The young Miss Tan had responsibility thrust upon her early. When her father's business crashed in the Great Depression and her eldest brother was away in China, she become the family's breadwinner.

Then still a teenager, she took on a few jobs, ranging from giving tuition to performing as a magician's assistant.

But she knew she had to - and could - do better. In 1933, she began studies in physiotherapy, which was when she met Dr Wong Kin Yip, her future husband, in anatomy class.

Her son Allan Wong, 65, said: 'She liked to say they met over a dead body.'

Her sharp mind and aptitude for medicine won her a scholarship to study the subject, but she turned it down because it would be six years before she could start supporting her siblings. She graduated as a physiotherapist in two.

Dr Wong proposed marriage against his father's wishes. The older Wong's reasons were that she was Teochew, and the Wongs were Cantonese, and that she danced and played sports, which was deemed unbecoming. There was also the matter of her having that large family who depended on her. He threatened to disown his son if the wedding went ahead, but the couple tied the knot anyway.

It was only after the birth of the couple's two sons that ties with the elder Mr Wong thawed.

Their daughter-in-law, Mrs Wong Mei Chan, 61, said her parents-in-law were intellectual equals and very much in love: 'He treated her like a grand duchess.'

He drove her anywhere she pleased, always held open her umbrella for her and served her breakfast in bed.

When Dr Wong - the first local head of the Singapore General Hospital's Eye Clinic before he opened his own practice - went to England after the war to pursue the Queen's Fellowship after medical school, she tagged along. But she was not the sort to be the idle wife of a doctor, so she enrolled in Lincoln's Inn, qualified as a lawyer in short order and was called to the Bar in 1954.

Over the next 40 years, Mrs Cyril Wong managed loans to civil servants with the then-Malayan Borneo Building Society, and then moved on to conveyancing law at Donaldson & Burkinshaw till 1975, after which she was a property law consultant at Aileen Chong & Co till 1994.

Mr Lee Eng Leun, 76, a retired former colleague, said Mrs Wong was always well turned-out, with jewellery and different wigs, so 'it was like seeing a different girl every day'.
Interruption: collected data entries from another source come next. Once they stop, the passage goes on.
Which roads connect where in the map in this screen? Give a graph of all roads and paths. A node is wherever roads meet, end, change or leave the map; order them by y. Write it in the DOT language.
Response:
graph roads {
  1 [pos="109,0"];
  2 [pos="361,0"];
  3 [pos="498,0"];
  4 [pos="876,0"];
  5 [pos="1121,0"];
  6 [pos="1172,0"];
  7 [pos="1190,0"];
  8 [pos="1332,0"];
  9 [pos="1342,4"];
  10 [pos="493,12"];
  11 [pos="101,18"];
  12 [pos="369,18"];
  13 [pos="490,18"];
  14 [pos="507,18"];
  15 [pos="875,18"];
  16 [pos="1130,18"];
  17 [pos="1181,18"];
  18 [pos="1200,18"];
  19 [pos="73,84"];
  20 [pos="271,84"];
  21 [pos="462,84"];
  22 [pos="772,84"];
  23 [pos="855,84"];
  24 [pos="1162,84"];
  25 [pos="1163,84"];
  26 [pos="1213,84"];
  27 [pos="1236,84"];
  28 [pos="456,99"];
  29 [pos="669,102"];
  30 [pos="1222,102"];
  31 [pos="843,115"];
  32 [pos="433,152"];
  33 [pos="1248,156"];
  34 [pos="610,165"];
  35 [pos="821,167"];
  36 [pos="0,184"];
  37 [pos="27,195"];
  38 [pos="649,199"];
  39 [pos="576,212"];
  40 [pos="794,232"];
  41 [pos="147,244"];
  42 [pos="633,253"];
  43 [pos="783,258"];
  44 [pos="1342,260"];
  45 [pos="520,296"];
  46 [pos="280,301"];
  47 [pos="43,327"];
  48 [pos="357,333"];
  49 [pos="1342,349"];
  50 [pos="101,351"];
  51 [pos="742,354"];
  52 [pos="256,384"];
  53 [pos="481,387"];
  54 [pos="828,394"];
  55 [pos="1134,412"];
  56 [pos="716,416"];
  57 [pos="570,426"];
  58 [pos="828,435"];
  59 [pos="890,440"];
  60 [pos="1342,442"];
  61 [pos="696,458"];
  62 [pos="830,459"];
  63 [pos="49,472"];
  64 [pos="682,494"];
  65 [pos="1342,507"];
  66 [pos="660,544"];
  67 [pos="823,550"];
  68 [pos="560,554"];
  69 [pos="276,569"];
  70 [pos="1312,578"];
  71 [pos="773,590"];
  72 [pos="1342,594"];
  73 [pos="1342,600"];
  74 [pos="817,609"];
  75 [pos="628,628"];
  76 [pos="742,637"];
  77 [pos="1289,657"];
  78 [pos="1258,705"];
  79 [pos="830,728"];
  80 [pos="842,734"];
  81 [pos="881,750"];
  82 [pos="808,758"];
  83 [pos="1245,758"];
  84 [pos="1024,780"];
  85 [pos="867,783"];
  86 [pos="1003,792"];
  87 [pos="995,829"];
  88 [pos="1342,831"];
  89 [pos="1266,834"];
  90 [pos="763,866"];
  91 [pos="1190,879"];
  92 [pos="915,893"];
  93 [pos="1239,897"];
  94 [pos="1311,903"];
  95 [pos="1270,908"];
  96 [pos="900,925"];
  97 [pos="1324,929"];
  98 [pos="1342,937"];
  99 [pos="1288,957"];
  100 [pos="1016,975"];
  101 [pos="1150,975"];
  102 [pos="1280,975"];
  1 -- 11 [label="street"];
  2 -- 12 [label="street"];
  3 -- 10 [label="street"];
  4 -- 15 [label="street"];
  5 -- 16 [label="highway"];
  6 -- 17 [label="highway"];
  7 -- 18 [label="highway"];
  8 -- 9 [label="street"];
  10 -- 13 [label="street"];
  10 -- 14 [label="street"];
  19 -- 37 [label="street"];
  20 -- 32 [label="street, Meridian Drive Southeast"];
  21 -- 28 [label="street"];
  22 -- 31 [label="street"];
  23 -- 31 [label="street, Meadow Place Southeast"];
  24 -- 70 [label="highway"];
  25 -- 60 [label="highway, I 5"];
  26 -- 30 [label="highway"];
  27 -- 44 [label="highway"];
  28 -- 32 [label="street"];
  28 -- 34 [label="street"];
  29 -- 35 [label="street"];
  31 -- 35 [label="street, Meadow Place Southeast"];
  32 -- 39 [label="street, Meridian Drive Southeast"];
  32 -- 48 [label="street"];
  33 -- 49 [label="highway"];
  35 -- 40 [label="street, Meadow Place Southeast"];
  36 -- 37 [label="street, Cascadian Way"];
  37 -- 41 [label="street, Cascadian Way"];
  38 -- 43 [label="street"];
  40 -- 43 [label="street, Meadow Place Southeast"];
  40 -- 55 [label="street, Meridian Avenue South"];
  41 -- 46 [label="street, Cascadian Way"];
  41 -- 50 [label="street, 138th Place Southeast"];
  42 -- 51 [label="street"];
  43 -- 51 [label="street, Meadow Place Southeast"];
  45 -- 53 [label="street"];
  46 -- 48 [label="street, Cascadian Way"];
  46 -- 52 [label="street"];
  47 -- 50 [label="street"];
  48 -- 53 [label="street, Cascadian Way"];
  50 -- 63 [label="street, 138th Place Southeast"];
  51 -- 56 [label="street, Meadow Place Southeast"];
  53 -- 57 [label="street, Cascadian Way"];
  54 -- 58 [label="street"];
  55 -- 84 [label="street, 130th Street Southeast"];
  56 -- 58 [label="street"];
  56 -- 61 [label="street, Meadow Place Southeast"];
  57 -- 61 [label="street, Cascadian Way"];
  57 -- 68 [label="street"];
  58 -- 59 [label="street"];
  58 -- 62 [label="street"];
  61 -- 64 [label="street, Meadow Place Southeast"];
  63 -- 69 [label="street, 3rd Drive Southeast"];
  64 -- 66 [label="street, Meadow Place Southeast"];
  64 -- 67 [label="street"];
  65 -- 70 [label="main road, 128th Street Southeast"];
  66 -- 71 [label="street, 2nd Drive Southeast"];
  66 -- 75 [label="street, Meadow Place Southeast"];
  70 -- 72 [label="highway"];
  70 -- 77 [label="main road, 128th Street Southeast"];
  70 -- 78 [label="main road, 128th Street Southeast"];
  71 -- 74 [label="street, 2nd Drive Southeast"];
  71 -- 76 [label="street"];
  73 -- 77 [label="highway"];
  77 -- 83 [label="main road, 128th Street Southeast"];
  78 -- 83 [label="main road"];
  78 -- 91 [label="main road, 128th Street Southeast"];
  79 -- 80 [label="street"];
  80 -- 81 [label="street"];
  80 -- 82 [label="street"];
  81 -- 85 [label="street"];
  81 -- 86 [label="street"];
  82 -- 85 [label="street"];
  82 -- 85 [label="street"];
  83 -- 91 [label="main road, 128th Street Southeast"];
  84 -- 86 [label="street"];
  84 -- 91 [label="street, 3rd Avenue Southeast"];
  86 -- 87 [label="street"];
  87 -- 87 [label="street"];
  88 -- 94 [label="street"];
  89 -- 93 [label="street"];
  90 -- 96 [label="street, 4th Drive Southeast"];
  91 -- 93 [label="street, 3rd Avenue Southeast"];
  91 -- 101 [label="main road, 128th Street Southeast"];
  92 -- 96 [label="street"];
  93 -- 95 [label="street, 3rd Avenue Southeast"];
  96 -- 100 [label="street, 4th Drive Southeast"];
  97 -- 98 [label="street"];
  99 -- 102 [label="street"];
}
Her granddaughter Charmaine Wong, 37, said her Ah Mah made weekly trips to the bank vault to get fresh lots of jewellery to wear; she was often seen in the birthstone for the prevailing month. Even her hat, shoes and umbrella matched.

She especially loved winter holidays and would time her visits to her sisters, who are living overseas, just so she could wear her mink coat.

Professor Arthur Lim, 74, whose father was a close friend of Mrs Wong's, called her 'a good lawyer who talked too much'.

But she used her affinity for languages to great effect in stories she made up for her grandchildren.

Ms Wong affectionately remembers her Ah Mah as 'a great storyteller'.